#### [ACTIVITY]
Output the records exactly, and drop each picture.

#### [DATASET RECORDS]
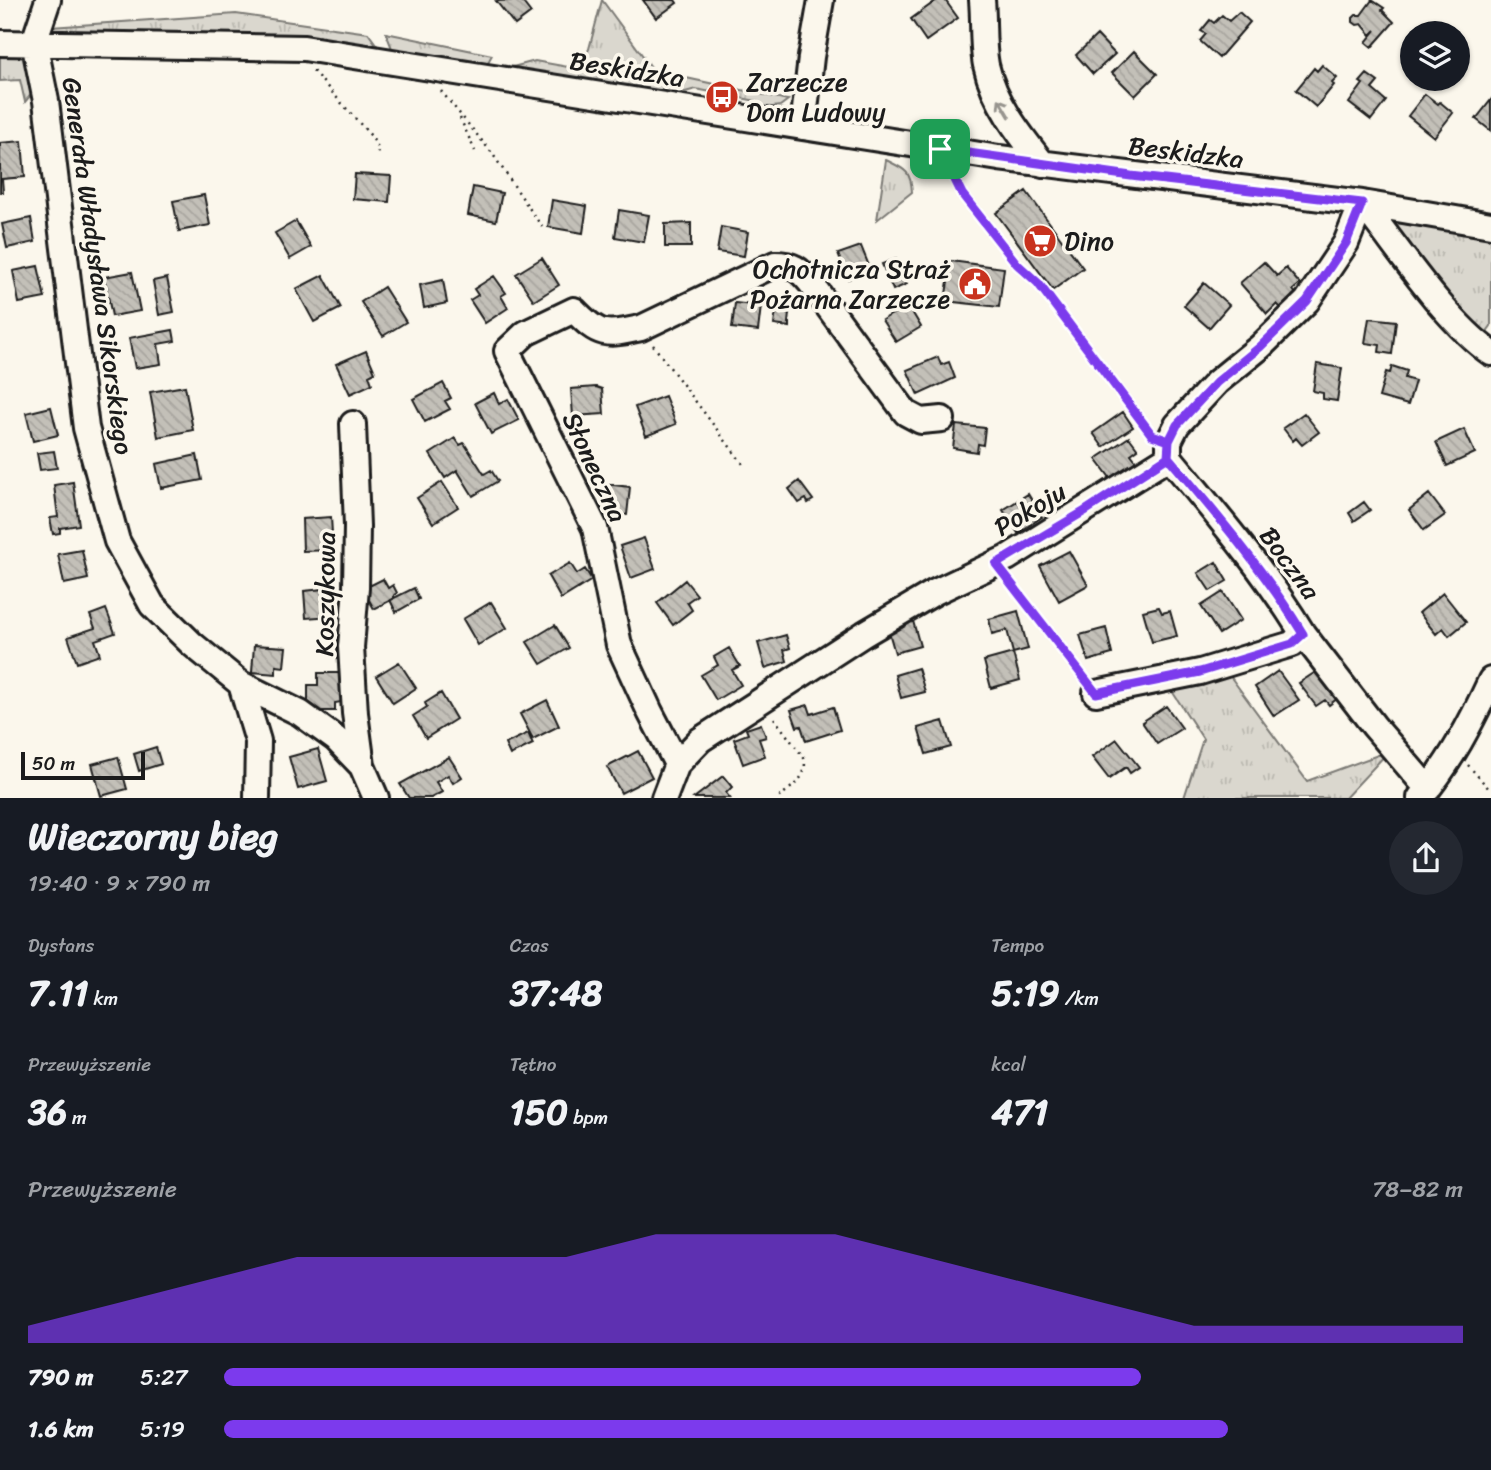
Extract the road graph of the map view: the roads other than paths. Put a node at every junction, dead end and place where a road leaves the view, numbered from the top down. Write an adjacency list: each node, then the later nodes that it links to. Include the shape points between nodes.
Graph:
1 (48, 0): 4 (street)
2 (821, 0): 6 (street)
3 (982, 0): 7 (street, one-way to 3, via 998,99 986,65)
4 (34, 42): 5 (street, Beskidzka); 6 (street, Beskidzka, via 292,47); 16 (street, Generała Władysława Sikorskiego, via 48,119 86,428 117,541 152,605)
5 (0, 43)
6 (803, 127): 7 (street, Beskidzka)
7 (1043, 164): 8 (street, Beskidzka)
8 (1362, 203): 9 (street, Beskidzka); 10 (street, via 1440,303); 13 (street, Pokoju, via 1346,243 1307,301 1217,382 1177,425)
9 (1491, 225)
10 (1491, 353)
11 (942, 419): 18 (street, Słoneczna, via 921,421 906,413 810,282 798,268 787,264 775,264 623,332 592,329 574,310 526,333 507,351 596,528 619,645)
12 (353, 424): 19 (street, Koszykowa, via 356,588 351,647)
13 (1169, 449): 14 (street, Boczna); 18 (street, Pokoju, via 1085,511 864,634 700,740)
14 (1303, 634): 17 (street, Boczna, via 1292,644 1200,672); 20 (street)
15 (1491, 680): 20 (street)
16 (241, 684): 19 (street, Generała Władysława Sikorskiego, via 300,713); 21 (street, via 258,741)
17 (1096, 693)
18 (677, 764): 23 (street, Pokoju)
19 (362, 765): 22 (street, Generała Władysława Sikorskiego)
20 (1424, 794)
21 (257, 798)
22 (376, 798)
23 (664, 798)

#### [WRITTEN RESPONSE]
Extract the road graph of the map view: the roads other than paths. Put a node at every junction, dead end and place where a road leaves the view, numbered from the top down. Write an adjacency list: each node, then the later nodes that it links to. Include the shape points between nodes.
Graph:
1 (48, 0): 4 (street)
2 (821, 0): 6 (street)
3 (982, 0): 7 (street, one-way to 3, via 998,99 986,65)
4 (34, 42): 5 (street, Beskidzka); 6 (street, Beskidzka, via 292,47); 16 (street, Generała Władysława Sikorskiego, via 48,119 86,428 117,541 152,605)
5 (0, 43)
6 (803, 127): 7 (street, Beskidzka)
7 (1043, 164): 8 (street, Beskidzka)
8 (1362, 203): 9 (street, Beskidzka); 10 (street, via 1440,303); 13 (street, Pokoju, via 1346,243 1307,301 1217,382 1177,425)
9 (1491, 225)
10 (1491, 353)
11 (942, 419): 18 (street, Słoneczna, via 921,421 906,413 810,282 798,268 787,264 775,264 623,332 592,329 574,310 526,333 507,351 596,528 619,645)
12 (353, 424): 19 (street, Koszykowa, via 356,588 351,647)
13 (1169, 449): 14 (street, Boczna); 18 (street, Pokoju, via 1085,511 864,634 700,740)
14 (1303, 634): 17 (street, Boczna, via 1292,644 1200,672); 20 (street)
15 (1491, 680): 20 (street)
16 (241, 684): 19 (street, Generała Władysława Sikorskiego, via 300,713); 21 (street, via 258,741)
17 (1096, 693)
18 (677, 764): 23 (street, Pokoju)
19 (362, 765): 22 (street, Generała Władysława Sikorskiego)
20 (1424, 794)
21 (257, 798)
22 (376, 798)
23 (664, 798)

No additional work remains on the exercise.